In FC imaging, maps of spectral intensity at given frequencies within the water resonance (FC images) are generated and analyzed for presence of clusters of voxels with marked irregularities in the water resonance shape. 114 , 115 Cluster analysis takes spatial correlation into account and is illustrated in Fig. 11‑17 for five IDC lesions. In a study including 23 malignant and 9 benign lesions, when the number of cluster voxels with marked irregularities was used as a classifier of benign versus cancerous lesions, ROC AUC of 0.83 was obtained. 115 Further, non-spatially correlated, voxel-by-voxel analysis of OPCs of the water resonance has also proven useful. 111 , 112 When the voxels with the top 10% main off-peak component (OPC) amplitude values were selected and the mean of the OPC amplitudes over this set was used as a classifier, the ROC AUC value in the task of separating benign (N = 8) from malignant (N = 15) lesions reached 0.86. 112 Analysis of the overall resonance shape (dispersion versus absorption analysis), yielded an ROC AUC value of 0.90 on the same dataset. 116 Similar analysis of the main OPC frequency offset yielded an ROC AUC of 0.83. 111 While the sample sizes of these studies are limited, they do clearly demonstrate the potential for high diagnostic utility of non–contrast-enhanced HiSS MRI.

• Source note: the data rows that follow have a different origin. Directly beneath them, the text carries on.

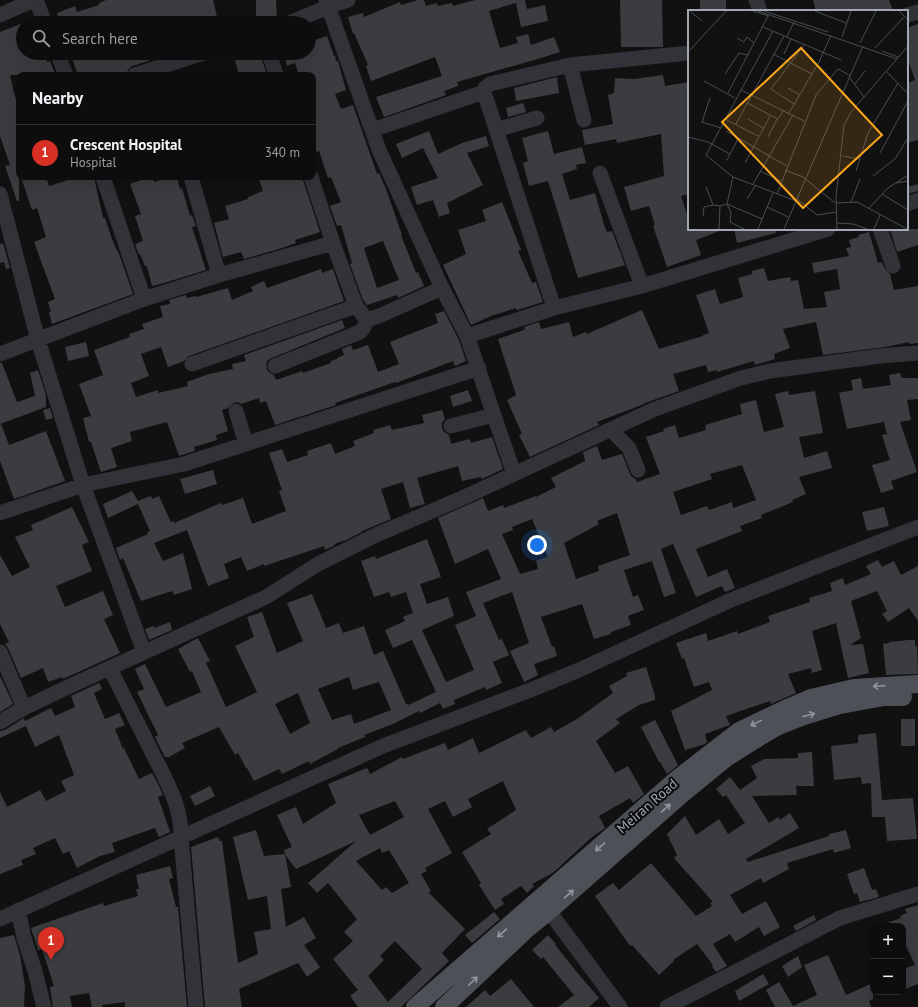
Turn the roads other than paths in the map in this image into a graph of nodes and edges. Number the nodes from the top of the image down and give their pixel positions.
1 (35, 0) edge
2 (348, 0) edge
3 (756, 0) edge
4 (327, 3) edge
5 (760, 10) edge
6 (918, 12) edge
7 (0, 15) edge
8 (908, 15) edge
9 (42, 16) edge
10 (302, 16) edge
11 (688, 53) edge
12 (60, 60) edge
13 (181, 60) edge
14 (271, 60) edge
15 (570, 65) junction
16 (65, 72) edge
17 (144, 72) edge
18 (275, 72) edge
19 (484, 92) junction
20 (537, 118) dead end
21 (584, 120) dead end
22 (372, 130) junction
23 (496, 130) junction
24 (600, 173) dead end
25 (104, 180) edge
26 (192, 180) edge
27 (311, 180) edge
28 (1, 199) edge
29 (918, 200) edge
30 (908, 204) edge
31 (825, 230) edge
32 (880, 230) edge
33 (333, 243) junction
34 (893, 266) dead end
35 (218, 275) junction
36 (642, 286) junction
37 (442, 288) junction
38 (144, 299) junction
39 (356, 306) junction
40 (554, 308) junction
41 (367, 320) junction
42 (467, 336) junction
43 (38, 340) junction
44 (918, 353) edge
45 (0, 354) edge
46 (192, 364) dead end
47 (275, 366) dead end
48 (479, 368) junction
49 (236, 412) dead end
50 (494, 415) junction
51 (451, 426) dead end
52 (614, 428) junction
53 (246, 444) junction
54 (638, 470) dead end
55 (514, 474) junction
56 (83, 485) junction
57 (0, 513) edge
58 (918, 527) edge
59 (0, 652) edge
60 (144, 652) junction
61 (110, 668) junction
62 (918, 684) edge
63 (918, 696) edge
64 (24, 708) junction
65 (0, 722) edge
66 (181, 837) junction
67 (918, 894) edge
68 (18, 910) junction
69 (550, 911) junction
70 (0, 919) edge
71 (44, 1007) edge
72 (196, 1007) edge
73 (415, 1007) edge
74 (444, 1007) edge
75 (620, 1007) edge
76 (667, 1007) edge

1 - 7 street
1 - 9 street
2 - 4 street
3 - 5 street
4 - 10 street
4 - 22 street
6 - 8 street
11 - 15 street
12 - 16 street
13 - 17 street
14 - 18 street
15 - 19 street
15 - 21 street
19 - 22 street
19 - 23 street
20 - 23 street
22 - 37 street
23 - 40 street
24 - 36 street
25 - 38 street
26 - 35 street
27 - 33 street
28 - 43 street
29 - 30 street
31 - 36 street
32 - 34 street
33 - 35 street
33 - 39 street
35 - 38 street
36 - 40 street
37 - 41 street
37 - 42 street
38 - 43 street
39 - 41 street
39 - 46 street
40 - 42 street
41 - 47 street
42 - 48 street
43 - 45 street
43 - 56 street
44 - 52 street
48 - 50 street
48 - 53 street
49 - 53 street
50 - 51 street
50 - 55 street
52 - 54 street
52 - 55 street
53 - 56 street
55 - 60 street
56 - 57 street
56 - 60 street
58 - 66 street
59 - 64 street
60 - 61 street
61 - 64 street
61 - 66 street
62 -> 73 main road, Meiran Road
69 -> 63 main road, Meiran Road
64 - 65 street
66 - 68 street
66 - 72 street
67 - 76 street
68 - 70 street
68 - 71 street
74 -> 69 main road, Meiran Road
69 - 75 street

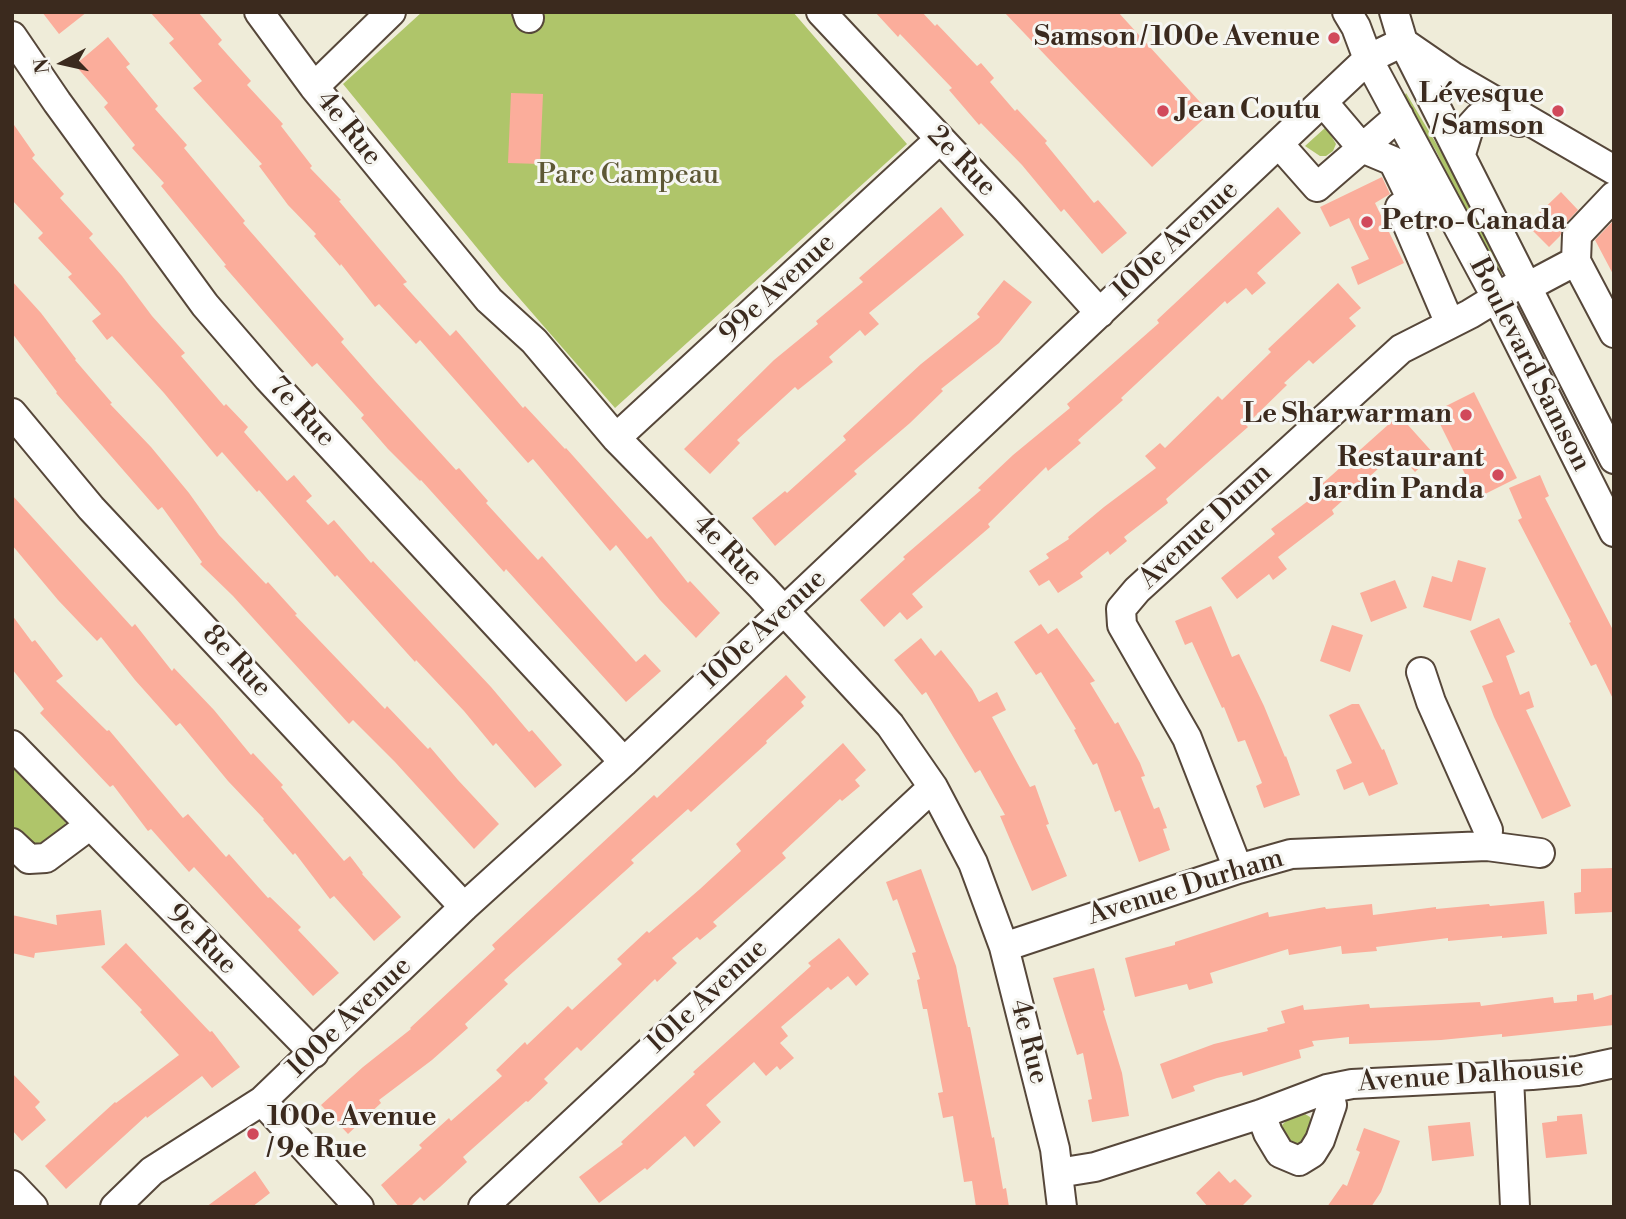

Lesion Detection and Other Applications
Recently, it was shown that full bilateral HiSS MRI of the breast can be achieved in 6 to 7 minutes with some reduction of the spectral resolution. 121 The ability to perform full bilateral breast examinations opens HiSS MRI to new applications such as lesion detection and breast density measurement. Several examples of maximum intensity projections of HiSS water peak height images are shown in Fig. 11‑18. The use of HiSS MRI as a screening tool is of great interest due to its ability to visualize and reliably characterize breast lesions without the administration of contrast agent. After recent reports of Gd deposition in tissue, including deep brain structures, with repeated exposure to GBCM, 22 , 131 any population-wide breast screening programs will almost certainly require imaging without contrast media injection. DWI has been studied for this purpose, 90 , 91 , 92 , 93 , 94 , 95 and HiSS MRI could provide complementary information that could improve diagnostic performance.
Such screening MRI examinations could also be used to stratify women according to breast density and thus allow individualized breast cancer risk management. Currently, mammography is used to stratify women into four BIRADS-defined breast density groups, but this method is reader-dependent and often results in significant overlap between the categories. 132 , 133 Most importantly, the stratifying is coarse and thus provides little quantitative information. Breast MRI can provide quantitative 3D measurements of breast density and glandular tissue volume, which would be of greater value in cancer risk management. HiSS MRI is well suited for this purpose, as it is sensitive in voxels with low water content, and able to selectively visualize the parenchymal tissue without the use of fat-suppressing RF pulses that may affect water signal as well.